Enfin, les conducteurs ne sont pas les mêmes. Quand les covoitureurs réalisent des trajets correspondant à leurs propres besoins de mobilité, les chauffeurs de taxi entre particuliers dédient des plages entières de leur emploi du temps au service des besoins de mobilité de leurs clients passagers.

Quel que soit l’avenir du taxi entre particuliers, le covoiturage parfaitement légal et vertueux doit être favorisé

Le taxi entre particuliers est aujourd’hui illégal.
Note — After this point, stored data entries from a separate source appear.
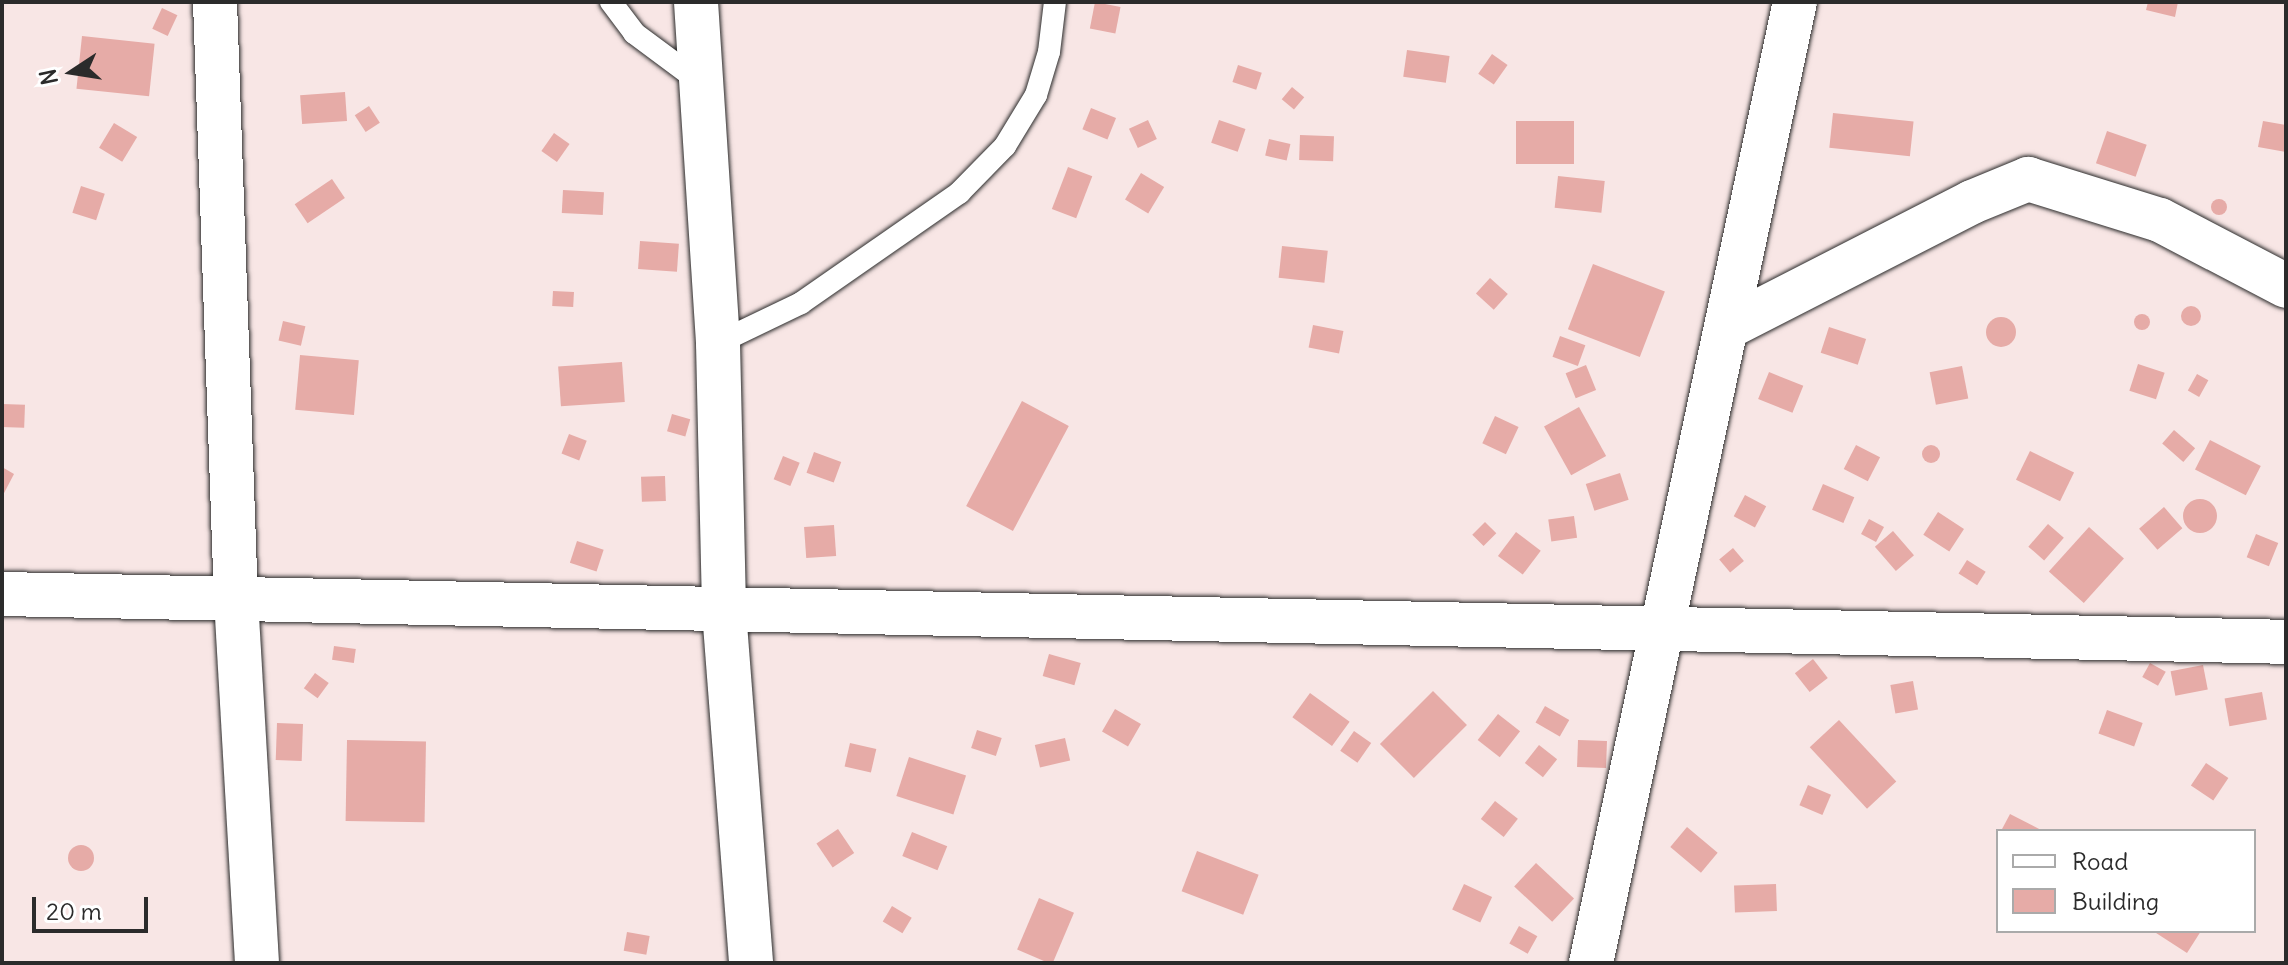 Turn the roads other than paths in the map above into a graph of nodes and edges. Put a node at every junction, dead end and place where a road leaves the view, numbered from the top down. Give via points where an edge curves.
1 (215, 2) edge
2 (611, 2) edge
3 (696, 2) edge
4 (1055, 2) edge
5 (1795, 2) edge
6 (701, 83) junction
7 (2286, 286) edge
8 (1726, 328) junction
9 (718, 343) junction
10 (2, 594) edge
11 (236, 599) junction
12 (724, 611) junction
13 (1661, 633) junction
14 (2286, 642) edge
15 (257, 963) edge
16 (751, 963) edge
17 (1591, 963) edge

1 - 11 street
2 - 6 lane via 634,33
3 - 6 street
4 - 9 lane via 1049,52 1036,95 1005,146 959,193 801,303
5 - 8 street
6 - 9 street
7 - 8 street via 2160,220 2028,179 1972,202
8 - 13 street
9 - 12 street
10 - 11 street
11 - 12 street
11 - 15 street
12 - 13 street
12 - 16 street
13 - 14 street
13 - 17 street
Ses détracteurs arguent qu’il s’agit d’une concurrence déloyale, car les chauffeurs particuliers ne sont pas soumis aux mêmes règlementations (formation, une accréditation, une assurance) que les acteurs professionnels, VTC et taxis. Ils estiment que les conditions de circulation n’iront pas en s’améliorant si tout un chacun peut s’improviser chauffeur et librement marauder et stationner avec son véhicule en attente de clients. D’autres s’inquiètent du travail dissimulé et des emplois très précaires générés par la pratique du taxi entre particulier.

Pour autant, la demande de taxis est largement supérieure à l’offre sur certains créneaux horaires, et la population est manifestement très demandeuse d’une solution de taxis low cost. Peut-être faudra-t-il donc ouvrir sereinement un débat sur l’évolution du cadre règlementaire afin d’encadrer la pratique du taxi entre particuliers.

Mais en aucun cas ce débat ne doit interférer avec la pratique du covoiturage, fort différente, et clairement vertueuse.

Le covoiturage, le vrai, est parfaitement légal.

En optimisant le taux de remplissage d’un véhicule qui aurait roulé « à vide », le covoiturage permet d’envisager de réduire la circulation automobile, les embouteillages, la pollution associée. Il est donc impératif de favoriser son développement, qui sera un moteur majeur de notre transition énergétique.

Le covoiturage est-il légal ? Oui, si c’est du covoiturage !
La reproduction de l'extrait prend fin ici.